Modeling of the Dynamic Surface Profile in Magnetic Fluid Mirrors

Magnetic fluid deformable mirrors (MFDMs) present a simple alternative to the expensive and delicate wavefront correctors currently in use in adaptive optics (AO) systems. Such mirrors are particularly suitable for retinal imaging AO systems. The practical implementation of a retinal imaging AO system incorporating a MFDM requires an effective control system to control the shape of the mirror surface. The real-time control of the mirror surface requires a model of the mirror that can be used to determine the dynamic response of the mirror to a magnetic field applied as the control input. This paper presents such a model that not only determines the dynamic response of the MFDM but also takes into account the unique requirements of the retinal imaging application of the mirrors. The mirror is modeled as a horizontal layer of a magnetic fluid.

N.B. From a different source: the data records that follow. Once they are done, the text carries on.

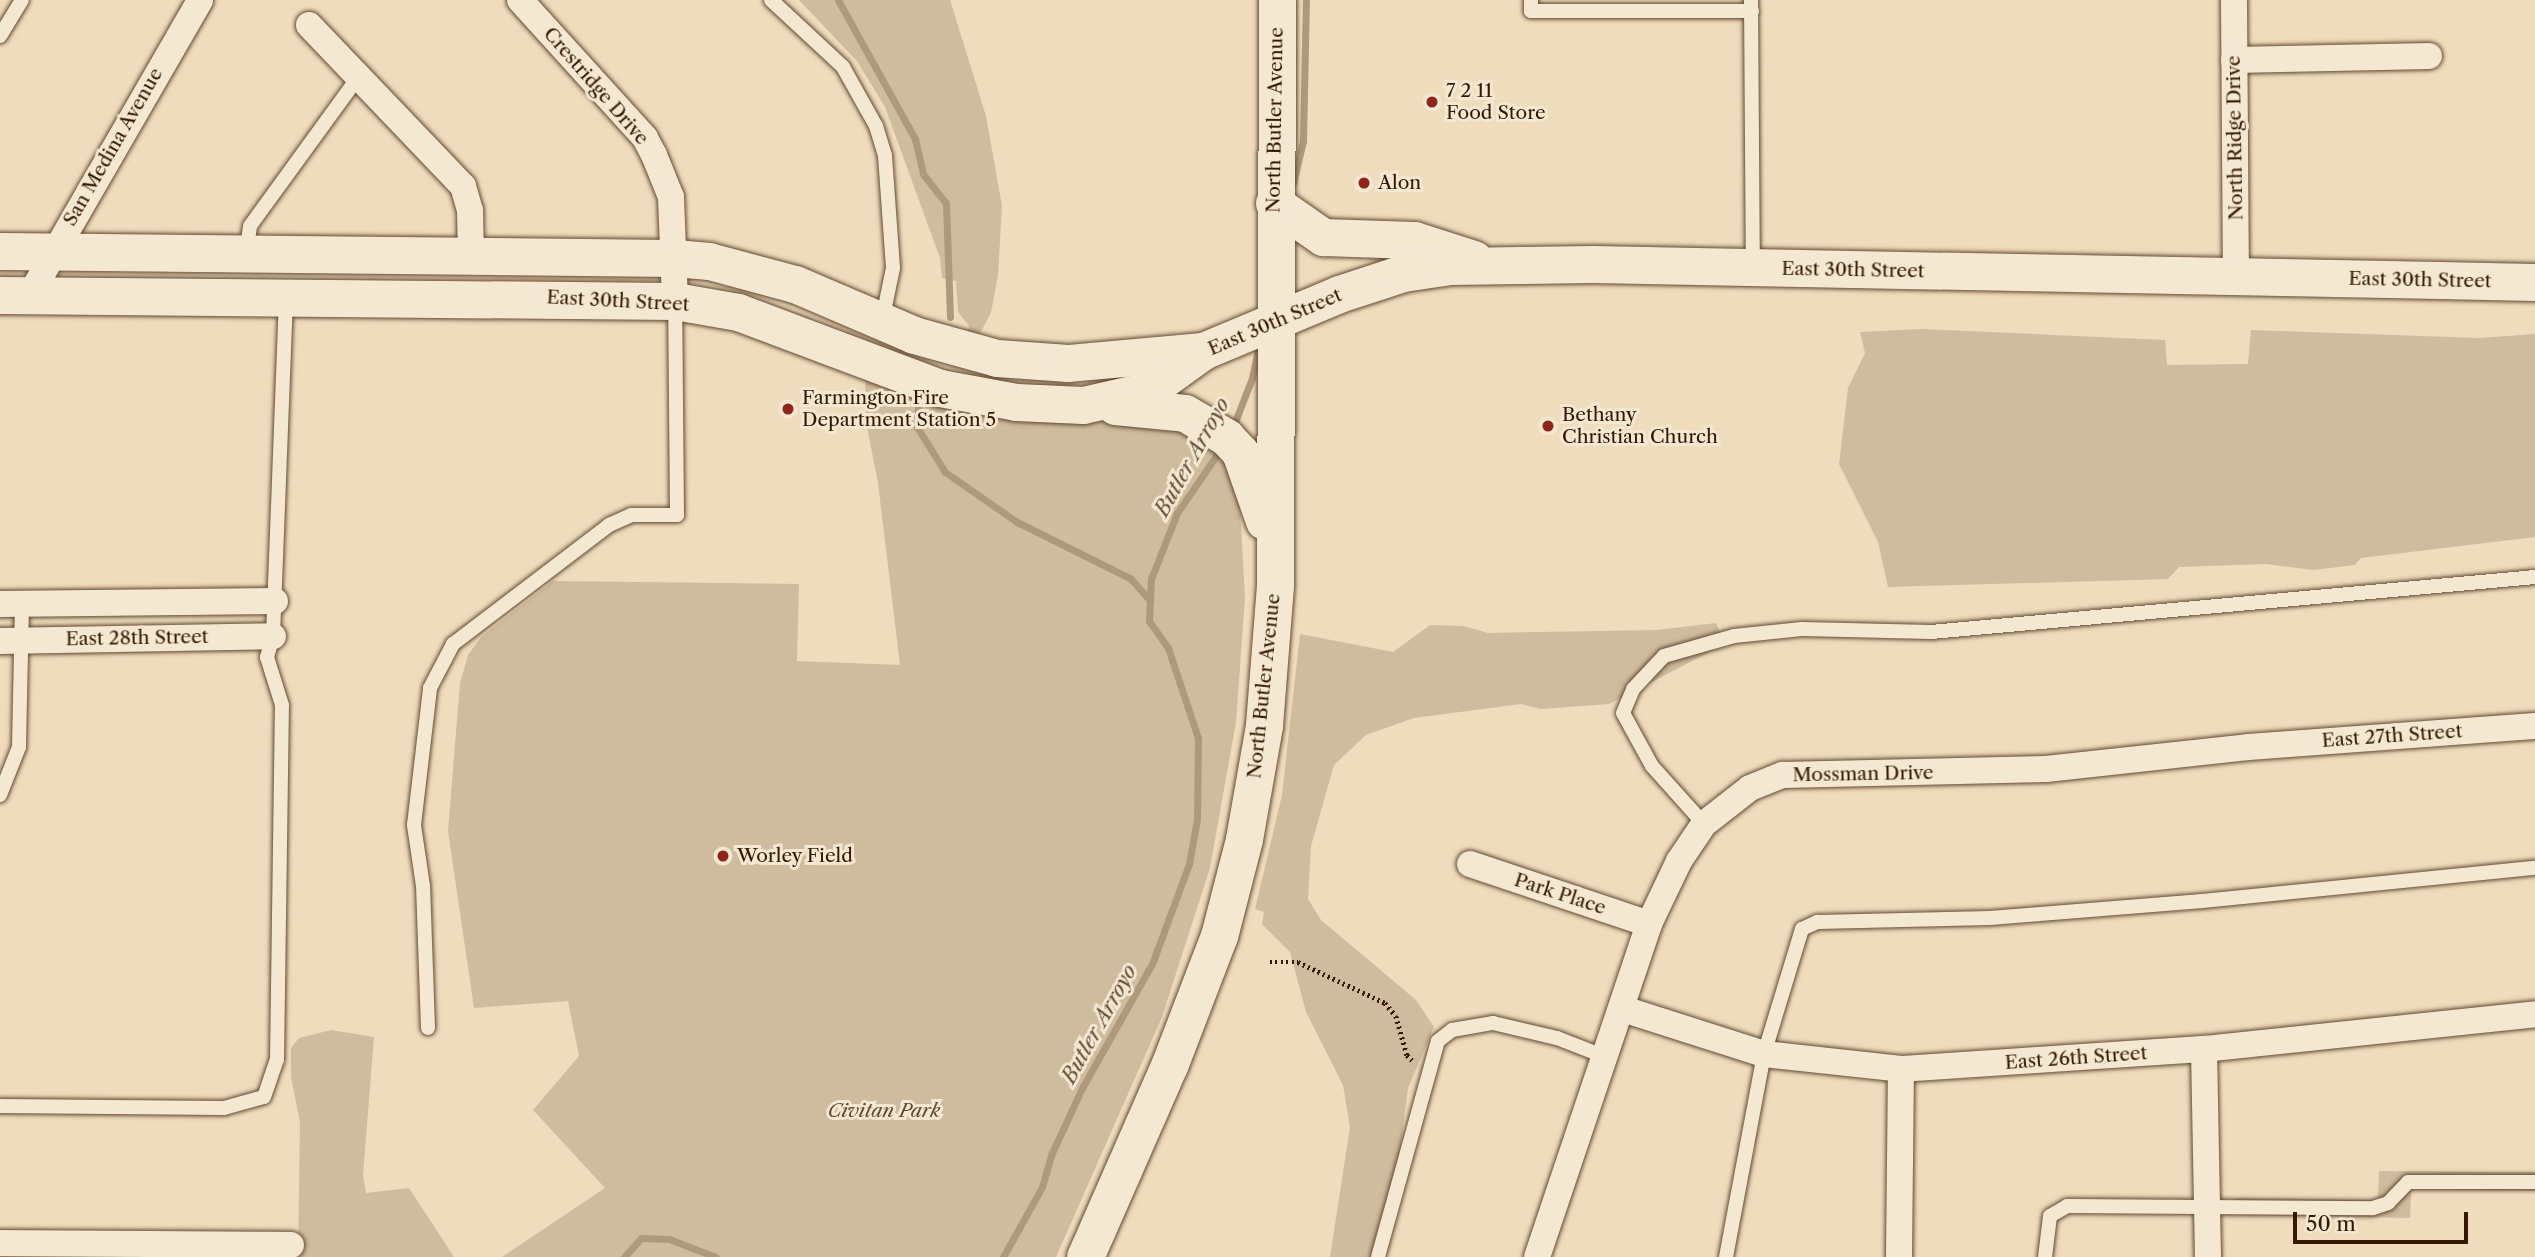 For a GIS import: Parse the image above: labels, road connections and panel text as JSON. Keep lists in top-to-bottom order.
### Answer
{
  "streets": {
    "main road": ["North Butler Avenue", "East 30th Street"],
    "street": [
      "Crestridge Drive",
      "North Ridge Drive",
      "San Medina Avenue",
      "East 28th Street",
      "East 27th Street",
      "Mossman Drive",
      "Park Place",
      "East 26th Street"
    ]
  },
  "crossings": [
    ["Crestridge Drive", "East 30th Street"],
    ["North Butler Avenue", "East 30th Street"],
    ["North Ridge Drive", "East 30th Street"],
    ["San Medina Avenue", "East 30th Street"],
    ["East 27th Street", "Mossman Drive"],
    ["Mossman Drive", "Park Place"],
    ["Mossman Drive", "East 26th Street"]
  ],
  "water": ["Butler Arroyo"],
  "parks": ["Civitan Park"],
  "places": [
    "7 2 11 Food Store",
    "Alon",
    "Farmington Fire Department Station 5",
    "Bethany Christian Church",
    "Worley Field"
  ],
  "scale_bar": "50 m"
}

The dynamic response of the mirror to the applied magnetic field is represented by the deflection of the free surface of the layer. The surface deflection is determined by the modal analysis of the coupled fluid-magnetic system. Considering the requirements of the retinal imaging application, the effects of surface tension and depth of the fluid layer are duly represented in the model. The mirror model is described in a state-space form and can be readily used in the design of a controller to regulate the mirror surface shape.